Event summary combining transcript, slides, and related documents.

Logotype for flyExclusive Inc

Q1 2026 earnings summary

11 May, 2026

Executive summary

  • Q1 2026 revenue reached $96.4 million, up 9.3% year-over-year, with gross profit rising 69% to $19.1 million and gross margin improving to 20%.

  • Adjusted EBITDA turned positive at $0.2 million, a $6.6 million improvement from Q1 2025, while net loss narrowed to $13.4 million from $23.0 million.

  • Fleet modernization reduced non-performing aircraft from 37 to 6, cutting monthly losses from $3 million to under $250,000, and membership exceeded 1,000 for the eighth consecutive quarter.

  • Flight hours increased 7% to 18,537, despite a 7% reduction in fleet size, reflecting improved utilization and operational efficiency.

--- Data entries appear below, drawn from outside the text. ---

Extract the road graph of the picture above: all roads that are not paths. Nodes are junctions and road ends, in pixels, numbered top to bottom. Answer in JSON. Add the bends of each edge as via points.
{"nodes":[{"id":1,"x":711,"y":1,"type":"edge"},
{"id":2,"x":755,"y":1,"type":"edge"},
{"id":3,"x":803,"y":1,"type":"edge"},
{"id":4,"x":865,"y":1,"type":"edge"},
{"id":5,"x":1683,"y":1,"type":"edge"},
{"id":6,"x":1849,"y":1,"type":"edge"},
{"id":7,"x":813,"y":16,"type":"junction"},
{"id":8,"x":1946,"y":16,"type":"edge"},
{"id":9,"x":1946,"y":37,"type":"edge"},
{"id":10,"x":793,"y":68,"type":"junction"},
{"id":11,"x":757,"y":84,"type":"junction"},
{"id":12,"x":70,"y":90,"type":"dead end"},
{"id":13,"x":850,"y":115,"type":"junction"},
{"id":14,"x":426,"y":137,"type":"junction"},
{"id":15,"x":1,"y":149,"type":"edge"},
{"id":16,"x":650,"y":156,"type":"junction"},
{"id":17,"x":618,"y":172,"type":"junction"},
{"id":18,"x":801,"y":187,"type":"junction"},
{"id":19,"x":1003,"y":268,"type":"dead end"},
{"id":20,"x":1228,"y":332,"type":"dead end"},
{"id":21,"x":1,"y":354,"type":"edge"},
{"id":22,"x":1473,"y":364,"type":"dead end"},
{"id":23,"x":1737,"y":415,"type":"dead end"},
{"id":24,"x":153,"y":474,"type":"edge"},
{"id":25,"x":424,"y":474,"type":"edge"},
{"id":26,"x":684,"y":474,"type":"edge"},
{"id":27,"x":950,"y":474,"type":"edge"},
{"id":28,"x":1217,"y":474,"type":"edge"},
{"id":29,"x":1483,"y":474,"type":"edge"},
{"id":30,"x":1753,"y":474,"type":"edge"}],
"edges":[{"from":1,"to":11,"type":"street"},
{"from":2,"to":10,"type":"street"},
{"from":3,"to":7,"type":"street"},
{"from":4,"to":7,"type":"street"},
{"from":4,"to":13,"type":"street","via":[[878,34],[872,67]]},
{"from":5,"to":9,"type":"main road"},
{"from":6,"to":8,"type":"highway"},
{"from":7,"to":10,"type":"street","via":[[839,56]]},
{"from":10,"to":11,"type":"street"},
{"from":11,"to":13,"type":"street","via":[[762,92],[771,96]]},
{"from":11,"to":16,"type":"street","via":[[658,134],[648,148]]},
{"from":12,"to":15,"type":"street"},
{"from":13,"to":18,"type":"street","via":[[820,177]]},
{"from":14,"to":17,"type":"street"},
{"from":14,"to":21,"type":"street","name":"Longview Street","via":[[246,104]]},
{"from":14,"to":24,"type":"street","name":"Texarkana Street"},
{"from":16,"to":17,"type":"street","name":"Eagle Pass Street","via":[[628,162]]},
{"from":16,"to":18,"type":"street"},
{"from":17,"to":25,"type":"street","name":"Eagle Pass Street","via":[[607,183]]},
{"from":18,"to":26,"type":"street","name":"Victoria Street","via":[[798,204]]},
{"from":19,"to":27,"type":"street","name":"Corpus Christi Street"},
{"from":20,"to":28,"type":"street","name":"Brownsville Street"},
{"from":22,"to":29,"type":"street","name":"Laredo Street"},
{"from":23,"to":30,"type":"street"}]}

  • Contracted and recurring revenue programs now represent about half of total revenue, supporting predictability and retention.

Financial highlights

  • Consolidated revenue was $96.4 million, up 9.3% year-over-year; flight revenue was $92.5 million, up 9%.

  • Gross profit rose 69% to $19.1 million, with gross margin at 20%; cost of revenue increased only 0.6% year-over-year.

  • Adjusted EBITDA improved from $(6.4) million in Q1 2025 to $0.2 million in Q1 2026.

  • SG&A expense was $22.7 million (24% of revenue), with revenue per SG&A headcount up 9% year-over-year.

  • Cash and cash equivalents at quarter-end were $18.7 million.

Outlook and guidance

  • Every quarter of 2026 is expected to outperform 2025 on revenue, adjusted EBITDA, and flight hours.

  • Q2 2026 revenue and flight hours are projected to significantly exceed Q1, with about 15% sequential top-line growth expected.

  • No formal full-year guidance provided due to seasonality and macroeconomic uncertainties.

  • Management expects revenue growth to continue as more aircraft are added and membership expands.

  • Existing cash, operations, and program proceeds expected to fund operations for at least 12 months, but additional capital may be sought for growth.